Directions for this task
Please restate the entries verbatim. The copy should hold no pictures.

Top of Study material

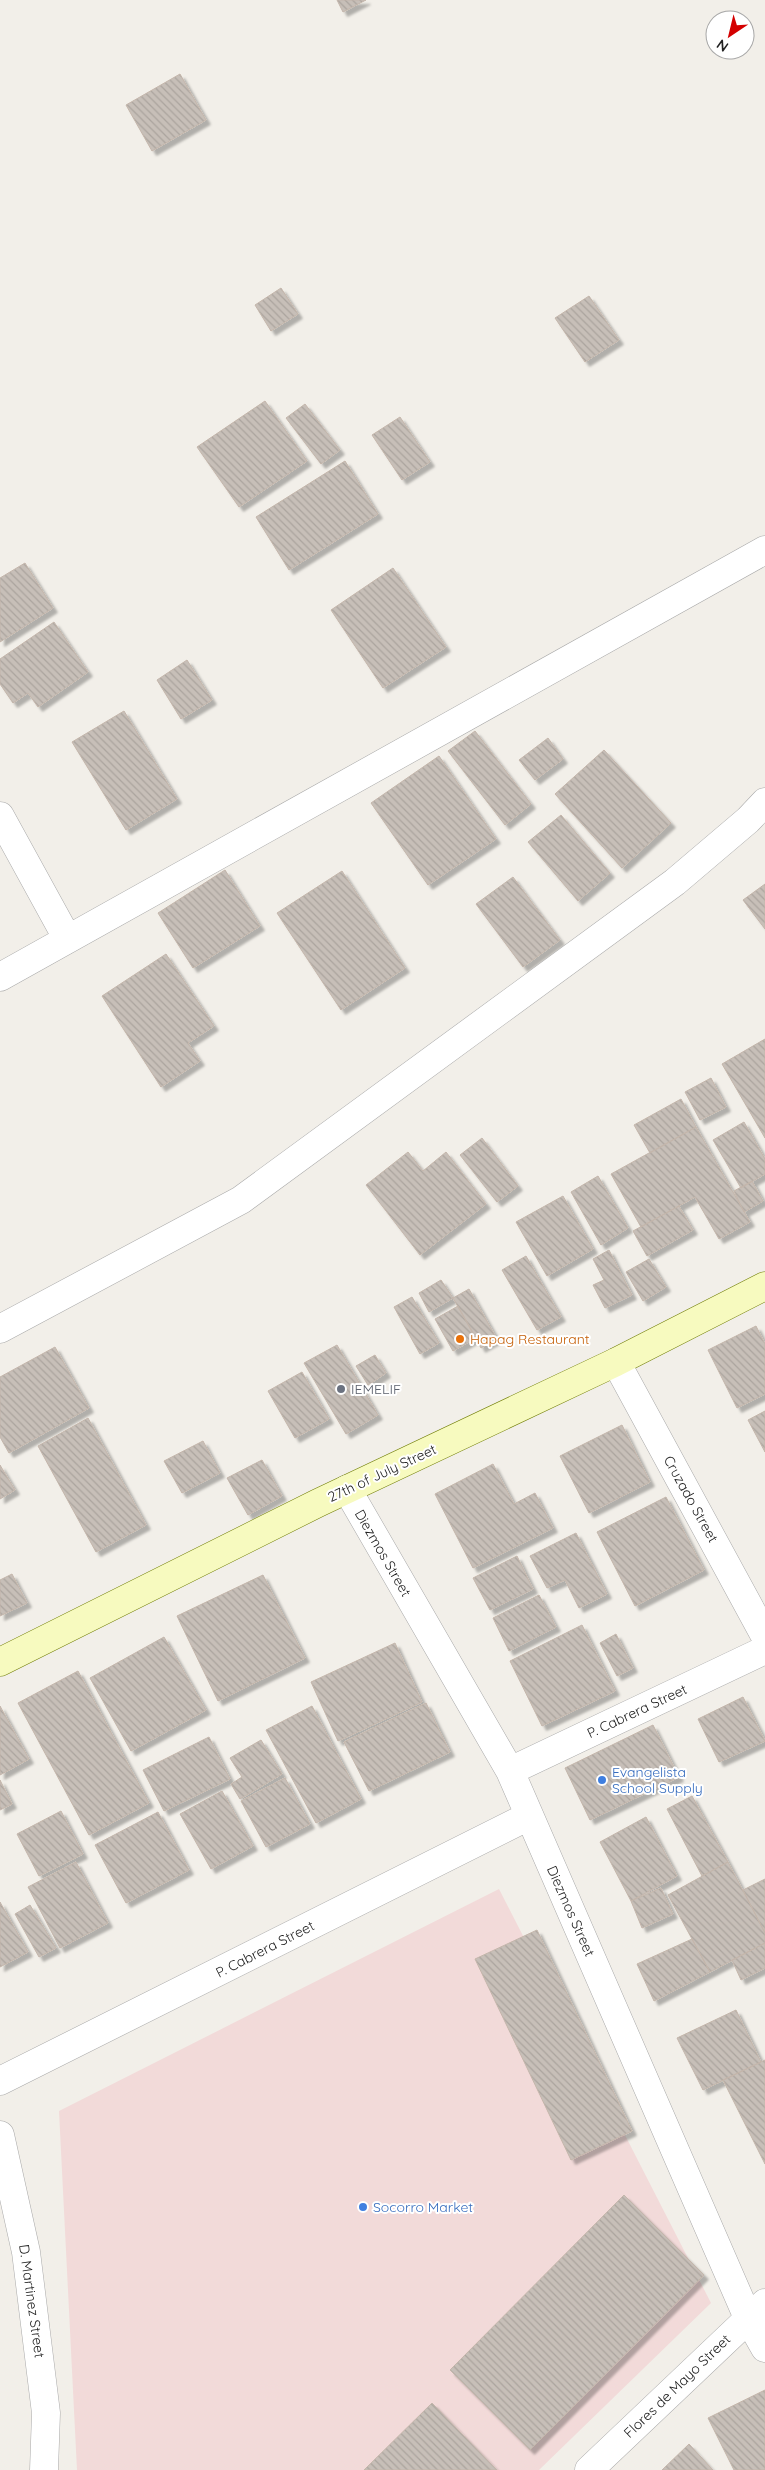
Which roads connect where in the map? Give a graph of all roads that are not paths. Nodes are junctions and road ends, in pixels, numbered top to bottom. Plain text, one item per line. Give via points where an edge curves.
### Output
1 (765, 550) edge
2 (765, 802) edge
3 (0, 816) edge
4 (67, 938) junction
5 (0, 977) edge
6 (765, 1286) edge
7 (0, 1329) edge
8 (616, 1362) junction
9 (346, 1489) junction
10 (765, 1636) edge
11 (765, 1650) edge
12 (0, 1662) edge
13 (510, 1771) junction
14 (529, 1816) junction
15 (0, 2081) edge
16 (0, 2135) edge
17 (757, 2311) edge
18 (765, 2348) edge
19 (44, 2470) edge
20 (590, 2470) edge

1 - 4 street
2 - 7 street via 675,882 241,1200
3 - 4 street
4 - 5 street
6 - 8 street, 27th of July Street
8 - 9 street, 27th of July Street
8 - 10 street, Cruzado Street
9 - 12 street, 27th of July Street
9 - 13 street, Diezmos Street
11 - 13 street, P. Cabrera Street
13 - 14 street, Diezmos Street
14 - 15 street, P. Cabrera Street
14 - 17 street, Diezmos Street
16 - 19 street, D. Martinez Street via 28,2262 46,2413
17 - 18 street, Diezmos Street
17 - 20 street, Flores de Mayo Street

Bottom of Study material

Response
Which roads connect where in the map? Give a graph of all roads that are not paths. Nodes are junctions and road ends, in pixels, numbered top to bottom. Plain text, one item per line. Give via points where an edge curves.
### Output
1 (765, 550) edge
2 (765, 802) edge
3 (0, 816) edge
4 (67, 938) junction
5 (0, 977) edge
6 (765, 1286) edge
7 (0, 1329) edge
8 (616, 1362) junction
9 (346, 1489) junction
10 (765, 1636) edge
11 (765, 1650) edge
12 (0, 1662) edge
13 (510, 1771) junction
14 (529, 1816) junction
15 (0, 2081) edge
16 (0, 2135) edge
17 (757, 2311) edge
18 (765, 2348) edge
19 (44, 2470) edge
20 (590, 2470) edge

1 - 4 street
2 - 7 street via 675,882 241,1200
3 - 4 street
4 - 5 street
6 - 8 street, 27th of July Street
8 - 9 street, 27th of July Street
8 - 10 street, Cruzado Street
9 - 12 street, 27th of July Street
9 - 13 street, Diezmos Street
11 - 13 street, P. Cabrera Street
13 - 14 street, Diezmos Street
14 - 15 street, P. Cabrera Street
14 - 17 street, Diezmos Street
16 - 19 street, D. Martinez Street via 28,2262 46,2413
17 - 18 street, Diezmos Street
17 - 20 street, Flores de Mayo Street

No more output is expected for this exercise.